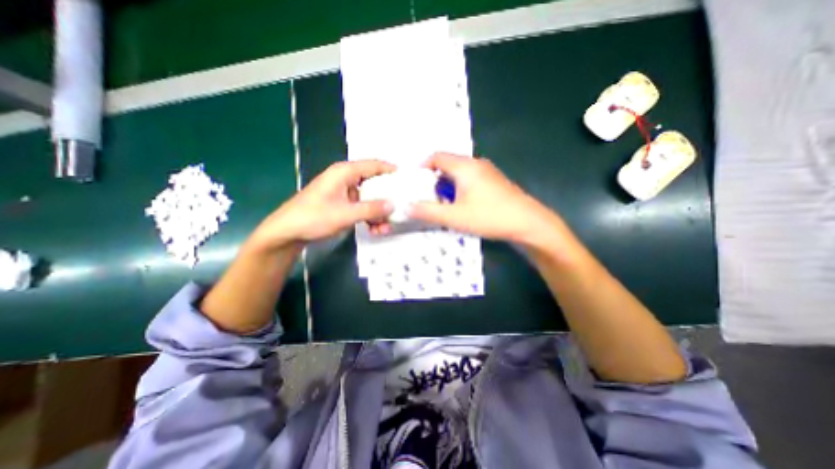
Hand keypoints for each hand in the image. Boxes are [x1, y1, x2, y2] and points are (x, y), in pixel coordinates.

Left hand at [248, 160, 394, 250]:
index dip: (391, 170)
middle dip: (387, 198)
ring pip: (370, 198)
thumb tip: (393, 205)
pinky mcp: (343, 204)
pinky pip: (362, 207)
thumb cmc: (313, 217)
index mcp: (345, 172)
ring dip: (379, 212)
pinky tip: (375, 229)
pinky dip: (369, 217)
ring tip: (386, 226)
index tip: (407, 180)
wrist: (288, 232)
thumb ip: (371, 209)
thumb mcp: (345, 214)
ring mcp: (345, 193)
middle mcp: (346, 179)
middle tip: (400, 208)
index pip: (374, 165)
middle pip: (374, 183)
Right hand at [409, 152, 567, 248]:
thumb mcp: (454, 217)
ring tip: (444, 203)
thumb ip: (428, 211)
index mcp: (464, 166)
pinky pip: (471, 178)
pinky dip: (460, 187)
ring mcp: (488, 172)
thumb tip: (406, 207)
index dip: (423, 166)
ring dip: (448, 184)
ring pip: (460, 172)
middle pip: (448, 163)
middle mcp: (476, 163)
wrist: (528, 222)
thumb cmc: (489, 216)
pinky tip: (463, 205)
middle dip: (435, 178)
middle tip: (428, 196)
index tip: (416, 182)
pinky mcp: (495, 181)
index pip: (437, 156)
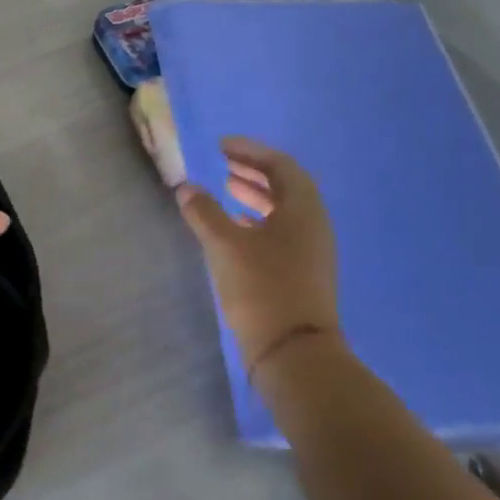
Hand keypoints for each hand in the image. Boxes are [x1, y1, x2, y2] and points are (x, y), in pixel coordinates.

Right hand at [175, 137, 341, 373]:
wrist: (294, 353)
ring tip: (225, 190)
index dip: (251, 151)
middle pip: (286, 186)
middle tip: (224, 163)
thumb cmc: (261, 287)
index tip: (222, 146)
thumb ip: (203, 211)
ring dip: (256, 195)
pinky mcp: (303, 273)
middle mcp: (313, 226)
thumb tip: (186, 187)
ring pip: (284, 210)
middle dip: (254, 171)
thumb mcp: (224, 244)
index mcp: (303, 210)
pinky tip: (235, 227)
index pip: (281, 166)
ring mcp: (311, 252)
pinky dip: (258, 220)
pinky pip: (282, 232)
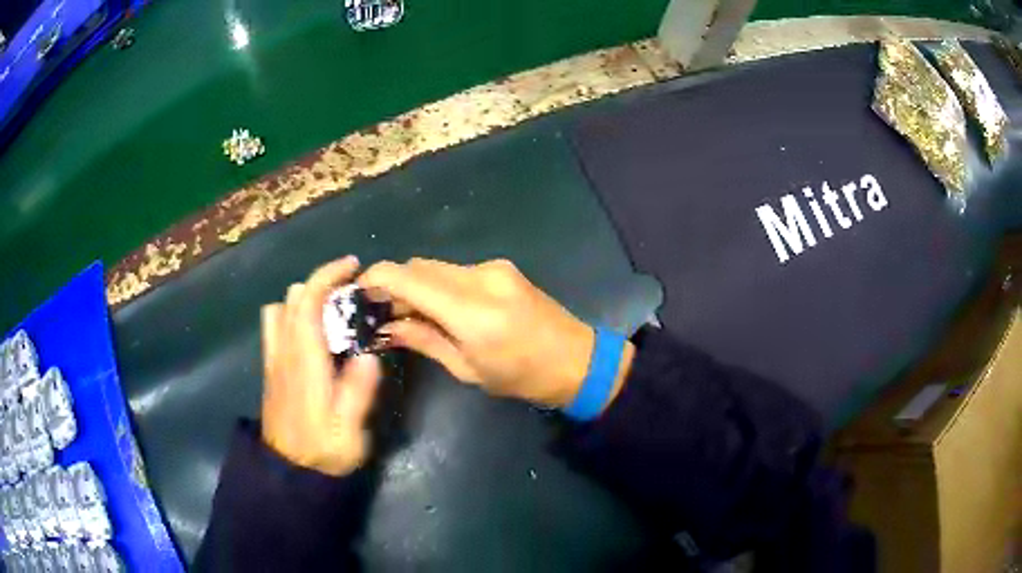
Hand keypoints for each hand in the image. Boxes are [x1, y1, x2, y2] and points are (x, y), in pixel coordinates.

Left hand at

▬▬▬▬▬▬

**Work to complete:** Gather up, from the records above, each line where the word "middle" appears.

**Result below:**
middle dip: (387, 198)
middle mcp: (346, 179)
middle tip: (400, 208)
middle pip: (374, 183)
middle pip: (448, 163)
middle mcp: (476, 163)
middle dip: (435, 178)
middle tip: (428, 196)
middle pip: (286, 186)
middle tip: (224, 163)
middle mcp: (313, 226)
middle dip: (254, 171)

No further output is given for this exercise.